Oh God, what must he have thought of me …
Miles was sitting in the kitchen when she entered. She did not look at him, but crossed straight to the cupboard where the coffee was. Before she had touched the handle, he said, ‘I’ve got some here.’
‘Thanks,’ she muttered, and poured herself out a mug, avoiding eye contact.
‘I’ve sent Lexie over to Mum and Dad’s,’ said Miles. ‘We need to talk.’
Samantha sat down at the kitchen table.
‘Go on, then,’ she said.
‘Go on – is that all you can say?’
‘You’re the one who wants to talk.’
‘Last night,’ said Miles, ‘at my father’s birthday party, I came to look for you, and I found you snogging a sixteen-year—’
‘Sixteen-year-old, yes,’ said Samantha. ‘Legal. One good thing.’
He stared at her, appalled.
‘You think this is funny? If you’d found me so drunk that I didn’t even realize—’
‘I did realize,’ said Samantha.
She refused to be Shirley, to cover everything up with a frilly little tablecloth of polite fiction. She wanted to be honest, and she wanted to penetrate that thick coating of complacency through which she no longer recognized a young man she had loved.
‘You did realize – what?’ said Miles.
He had so plainly expected embarrassment and contrition that she almost laughed.
‘I did realize that I was kissing him,’ she said.
He stared at her, and her courage seeped away, because she knew what he was going to say next.
‘And if Lexie had walked in?’
Samantha had no answer to that. The thought of Lexie knowing what had happened made her want to run away and not come back – and what if the boy told her? They had been at school together. She had forgotten what Pagford was like …

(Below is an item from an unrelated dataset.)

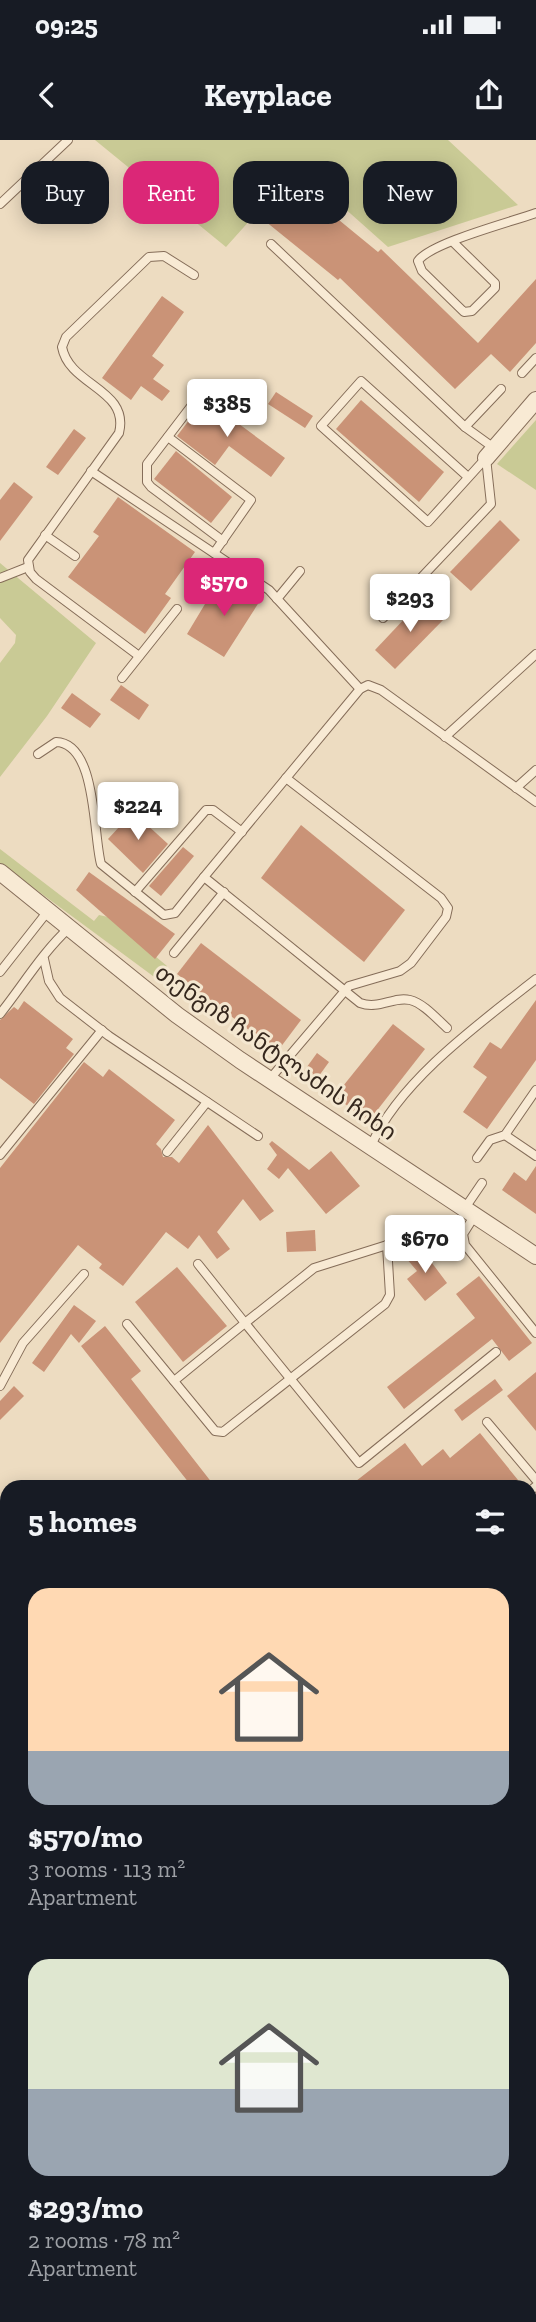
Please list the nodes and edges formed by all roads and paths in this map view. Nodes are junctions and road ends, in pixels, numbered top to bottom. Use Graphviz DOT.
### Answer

‘What the hell’s going on with you?’ asked Miles.
‘I’m … unhappy,’ said Samantha.
‘Why?’ asked Miles, but then he added quickly, ‘Is it the shop? Is it that?’
‘A bit,’ said Samantha. ‘But I hate living in Pagford. I hate living on top of your parents. And sometimes,’ she said slowly, ‘I hate waking up next to you.’

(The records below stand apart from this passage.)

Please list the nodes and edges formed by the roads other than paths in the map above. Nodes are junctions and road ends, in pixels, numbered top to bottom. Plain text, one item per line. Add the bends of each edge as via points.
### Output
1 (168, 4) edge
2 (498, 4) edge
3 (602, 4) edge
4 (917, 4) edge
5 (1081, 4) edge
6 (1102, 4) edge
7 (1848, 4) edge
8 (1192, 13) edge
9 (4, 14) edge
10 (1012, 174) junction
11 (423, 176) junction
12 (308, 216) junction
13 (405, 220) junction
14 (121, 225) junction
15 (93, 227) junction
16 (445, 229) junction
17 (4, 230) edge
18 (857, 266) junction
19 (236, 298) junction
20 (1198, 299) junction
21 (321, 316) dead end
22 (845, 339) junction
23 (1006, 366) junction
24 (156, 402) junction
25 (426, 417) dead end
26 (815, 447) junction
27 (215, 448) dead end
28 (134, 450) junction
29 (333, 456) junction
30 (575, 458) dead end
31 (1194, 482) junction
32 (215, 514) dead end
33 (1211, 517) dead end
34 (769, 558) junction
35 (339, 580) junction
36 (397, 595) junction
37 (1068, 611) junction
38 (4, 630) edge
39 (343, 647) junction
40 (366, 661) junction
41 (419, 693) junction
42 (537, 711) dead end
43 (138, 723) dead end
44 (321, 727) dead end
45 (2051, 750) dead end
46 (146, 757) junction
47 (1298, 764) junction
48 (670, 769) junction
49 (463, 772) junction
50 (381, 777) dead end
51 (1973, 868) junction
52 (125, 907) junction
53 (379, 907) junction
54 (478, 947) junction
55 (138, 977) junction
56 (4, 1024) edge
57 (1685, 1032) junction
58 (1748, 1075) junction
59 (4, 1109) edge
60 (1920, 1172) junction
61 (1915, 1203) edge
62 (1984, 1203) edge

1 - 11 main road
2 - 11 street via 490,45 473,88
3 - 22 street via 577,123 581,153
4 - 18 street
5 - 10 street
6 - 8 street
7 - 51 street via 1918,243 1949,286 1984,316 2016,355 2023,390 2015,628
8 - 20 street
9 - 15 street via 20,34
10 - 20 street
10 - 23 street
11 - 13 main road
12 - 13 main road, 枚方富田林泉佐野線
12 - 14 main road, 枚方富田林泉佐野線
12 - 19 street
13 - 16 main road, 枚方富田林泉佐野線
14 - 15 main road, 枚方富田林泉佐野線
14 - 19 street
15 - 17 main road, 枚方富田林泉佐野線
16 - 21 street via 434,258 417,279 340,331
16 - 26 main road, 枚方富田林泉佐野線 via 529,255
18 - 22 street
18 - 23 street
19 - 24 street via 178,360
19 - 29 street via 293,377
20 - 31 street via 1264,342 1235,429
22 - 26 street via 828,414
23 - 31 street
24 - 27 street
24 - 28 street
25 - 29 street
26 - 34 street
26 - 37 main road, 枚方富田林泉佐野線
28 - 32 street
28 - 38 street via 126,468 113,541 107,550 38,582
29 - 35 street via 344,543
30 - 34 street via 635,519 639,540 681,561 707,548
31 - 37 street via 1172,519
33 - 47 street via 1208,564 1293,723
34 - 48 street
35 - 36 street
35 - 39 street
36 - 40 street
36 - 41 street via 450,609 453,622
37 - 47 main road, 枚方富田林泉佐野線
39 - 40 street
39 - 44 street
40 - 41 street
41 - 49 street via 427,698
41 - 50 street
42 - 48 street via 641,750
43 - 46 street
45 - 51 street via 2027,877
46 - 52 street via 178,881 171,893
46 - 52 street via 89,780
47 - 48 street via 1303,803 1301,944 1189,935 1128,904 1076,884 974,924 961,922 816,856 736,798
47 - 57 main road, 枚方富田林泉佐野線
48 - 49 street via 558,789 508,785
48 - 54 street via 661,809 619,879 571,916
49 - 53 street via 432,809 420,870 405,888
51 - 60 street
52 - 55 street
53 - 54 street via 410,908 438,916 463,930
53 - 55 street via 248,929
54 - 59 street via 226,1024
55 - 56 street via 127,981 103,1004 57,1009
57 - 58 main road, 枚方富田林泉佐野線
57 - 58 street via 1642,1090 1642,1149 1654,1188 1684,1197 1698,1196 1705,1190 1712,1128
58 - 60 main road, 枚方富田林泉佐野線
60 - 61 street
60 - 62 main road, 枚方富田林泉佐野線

She thought he might get angry, but instead he asked, quite calmly, ‘Are you saying you don’t love me any more?’
‘I don’t know,’ said Samantha.
‘Maybe he’ll be the first of many!’ yelled Samantha, getting up from the table and slamming her mug down in the sink; the handle came off in her hand. ‘Don’t you get it, Miles? I’ve had enough! I hate our fucking life and I hate your fucking parents—’
‘—you don’t mind them paying for the girls’ education—’
‘—I hate you turning into your father in front of me—’
‘—absolute bollocks, you just don’t like me being happy when you’re not—’
‘—whereas my darling husband doesn’t give a shit how I feel—’
‘—plenty for you to do round here, but you’d rather sit at home and sulk—’
‘—I don’t intend to sit at home any more, Miles—’
‘—not going to apologize for getting involved with the community—’
‘—well, I meant what I said – you’re not fit to fill his shoes!’
‘What?’ he said, and his chair fell over as he jumped to his feet, while Samantha strode to the kitchen door.
‘You heard me,’ she shouted. ‘Like my letter said, Miles, you’re not fit to fill Barry Fairbrother’s shoes. He was sincere.’
‘Your letter?’ he said.
‘Yep,’ she said breathlessly, with her hand on the doorknob. ‘I sent that letter. Too much to drink one evening, while you were on the phone to your mother. And,’ she pulled the door open, ‘I didn’t vote for you either.’
The look on his face unnerved her. Out in the hall, she slipped on clogs, the first pair of shoes she could find, and was through the front door before he could catch up.